▸ **Records provided**:
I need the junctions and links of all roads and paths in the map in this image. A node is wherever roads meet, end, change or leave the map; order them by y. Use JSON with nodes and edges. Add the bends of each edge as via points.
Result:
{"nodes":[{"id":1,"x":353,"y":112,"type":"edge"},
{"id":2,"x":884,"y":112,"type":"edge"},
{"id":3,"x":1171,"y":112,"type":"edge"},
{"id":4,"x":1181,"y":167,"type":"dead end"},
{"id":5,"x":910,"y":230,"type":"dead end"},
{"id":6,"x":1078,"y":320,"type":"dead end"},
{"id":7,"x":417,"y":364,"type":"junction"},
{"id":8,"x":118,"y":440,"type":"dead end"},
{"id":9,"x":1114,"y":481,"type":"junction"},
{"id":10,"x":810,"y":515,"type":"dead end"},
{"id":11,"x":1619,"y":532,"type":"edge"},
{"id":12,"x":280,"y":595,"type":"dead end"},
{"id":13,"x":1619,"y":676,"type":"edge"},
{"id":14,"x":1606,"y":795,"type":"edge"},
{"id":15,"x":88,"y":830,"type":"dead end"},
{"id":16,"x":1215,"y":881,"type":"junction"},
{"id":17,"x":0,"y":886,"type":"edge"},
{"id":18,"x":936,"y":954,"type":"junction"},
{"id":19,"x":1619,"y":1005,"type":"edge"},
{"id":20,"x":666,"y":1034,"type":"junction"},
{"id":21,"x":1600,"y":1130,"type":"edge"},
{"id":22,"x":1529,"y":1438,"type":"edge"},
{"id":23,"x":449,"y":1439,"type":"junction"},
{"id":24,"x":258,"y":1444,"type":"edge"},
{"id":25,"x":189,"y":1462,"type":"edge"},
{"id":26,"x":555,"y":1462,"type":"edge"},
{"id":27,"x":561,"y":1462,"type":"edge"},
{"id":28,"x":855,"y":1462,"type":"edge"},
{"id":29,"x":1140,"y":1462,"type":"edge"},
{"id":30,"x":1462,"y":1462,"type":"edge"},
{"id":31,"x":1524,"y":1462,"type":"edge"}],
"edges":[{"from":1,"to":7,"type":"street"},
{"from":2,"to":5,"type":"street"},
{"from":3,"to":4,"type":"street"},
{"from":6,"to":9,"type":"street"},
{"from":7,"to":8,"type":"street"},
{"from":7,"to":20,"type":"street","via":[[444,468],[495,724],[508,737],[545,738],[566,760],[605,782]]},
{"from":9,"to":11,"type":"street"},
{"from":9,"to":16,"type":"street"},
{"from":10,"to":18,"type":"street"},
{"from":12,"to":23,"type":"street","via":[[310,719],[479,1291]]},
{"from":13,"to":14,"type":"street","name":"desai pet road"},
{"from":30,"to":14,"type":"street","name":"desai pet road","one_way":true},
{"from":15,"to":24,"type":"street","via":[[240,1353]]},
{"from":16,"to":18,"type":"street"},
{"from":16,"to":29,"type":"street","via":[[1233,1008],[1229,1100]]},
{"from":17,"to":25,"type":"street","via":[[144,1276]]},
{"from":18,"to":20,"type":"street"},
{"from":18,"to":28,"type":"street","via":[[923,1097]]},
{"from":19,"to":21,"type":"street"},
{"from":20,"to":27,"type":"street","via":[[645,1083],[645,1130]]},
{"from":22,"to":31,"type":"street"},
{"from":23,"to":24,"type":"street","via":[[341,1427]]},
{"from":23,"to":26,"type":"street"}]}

▸ **Task instructions**: Print the data word for word.

▸ **Answer for this exercise**:
I need the junctions and links of all roads and paths in the map in this image. A node is wherever roads meet, end, change or leave the map; order them by y. Use JSON with nodes and edges. Add the bends of each edge as via points.
Result:
{"nodes":[{"id":1,"x":353,"y":112,"type":"edge"},
{"id":2,"x":884,"y":112,"type":"edge"},
{"id":3,"x":1171,"y":112,"type":"edge"},
{"id":4,"x":1181,"y":167,"type":"dead end"},
{"id":5,"x":910,"y":230,"type":"dead end"},
{"id":6,"x":1078,"y":320,"type":"dead end"},
{"id":7,"x":417,"y":364,"type":"junction"},
{"id":8,"x":118,"y":440,"type":"dead end"},
{"id":9,"x":1114,"y":481,"type":"junction"},
{"id":10,"x":810,"y":515,"type":"dead end"},
{"id":11,"x":1619,"y":532,"type":"edge"},
{"id":12,"x":280,"y":595,"type":"dead end"},
{"id":13,"x":1619,"y":676,"type":"edge"},
{"id":14,"x":1606,"y":795,"type":"edge"},
{"id":15,"x":88,"y":830,"type":"dead end"},
{"id":16,"x":1215,"y":881,"type":"junction"},
{"id":17,"x":0,"y":886,"type":"edge"},
{"id":18,"x":936,"y":954,"type":"junction"},
{"id":19,"x":1619,"y":1005,"type":"edge"},
{"id":20,"x":666,"y":1034,"type":"junction"},
{"id":21,"x":1600,"y":1130,"type":"edge"},
{"id":22,"x":1529,"y":1438,"type":"edge"},
{"id":23,"x":449,"y":1439,"type":"junction"},
{"id":24,"x":258,"y":1444,"type":"edge"},
{"id":25,"x":189,"y":1462,"type":"edge"},
{"id":26,"x":555,"y":1462,"type":"edge"},
{"id":27,"x":561,"y":1462,"type":"edge"},
{"id":28,"x":855,"y":1462,"type":"edge"},
{"id":29,"x":1140,"y":1462,"type":"edge"},
{"id":30,"x":1462,"y":1462,"type":"edge"},
{"id":31,"x":1524,"y":1462,"type":"edge"}],
"edges":[{"from":1,"to":7,"type":"street"},
{"from":2,"to":5,"type":"street"},
{"from":3,"to":4,"type":"street"},
{"from":6,"to":9,"type":"street"},
{"from":7,"to":8,"type":"street"},
{"from":7,"to":20,"type":"street","via":[[444,468],[495,724],[508,737],[545,738],[566,760],[605,782]]},
{"from":9,"to":11,"type":"street"},
{"from":9,"to":16,"type":"street"},
{"from":10,"to":18,"type":"street"},
{"from":12,"to":23,"type":"street","via":[[310,719],[479,1291]]},
{"from":13,"to":14,"type":"street","name":"desai pet road"},
{"from":30,"to":14,"type":"street","name":"desai pet road","one_way":true},
{"from":15,"to":24,"type":"street","via":[[240,1353]]},
{"from":16,"to":18,"type":"street"},
{"from":16,"to":29,"type":"street","via":[[1233,1008],[1229,1100]]},
{"from":17,"to":25,"type":"street","via":[[144,1276]]},
{"from":18,"to":20,"type":"street"},
{"from":18,"to":28,"type":"street","via":[[923,1097]]},
{"from":19,"to":21,"type":"street"},
{"from":20,"to":27,"type":"street","via":[[645,1083],[645,1130]]},
{"from":22,"to":31,"type":"street"},
{"from":23,"to":24,"type":"street","via":[[341,1427]]},
{"from":23,"to":26,"type":"street"}]}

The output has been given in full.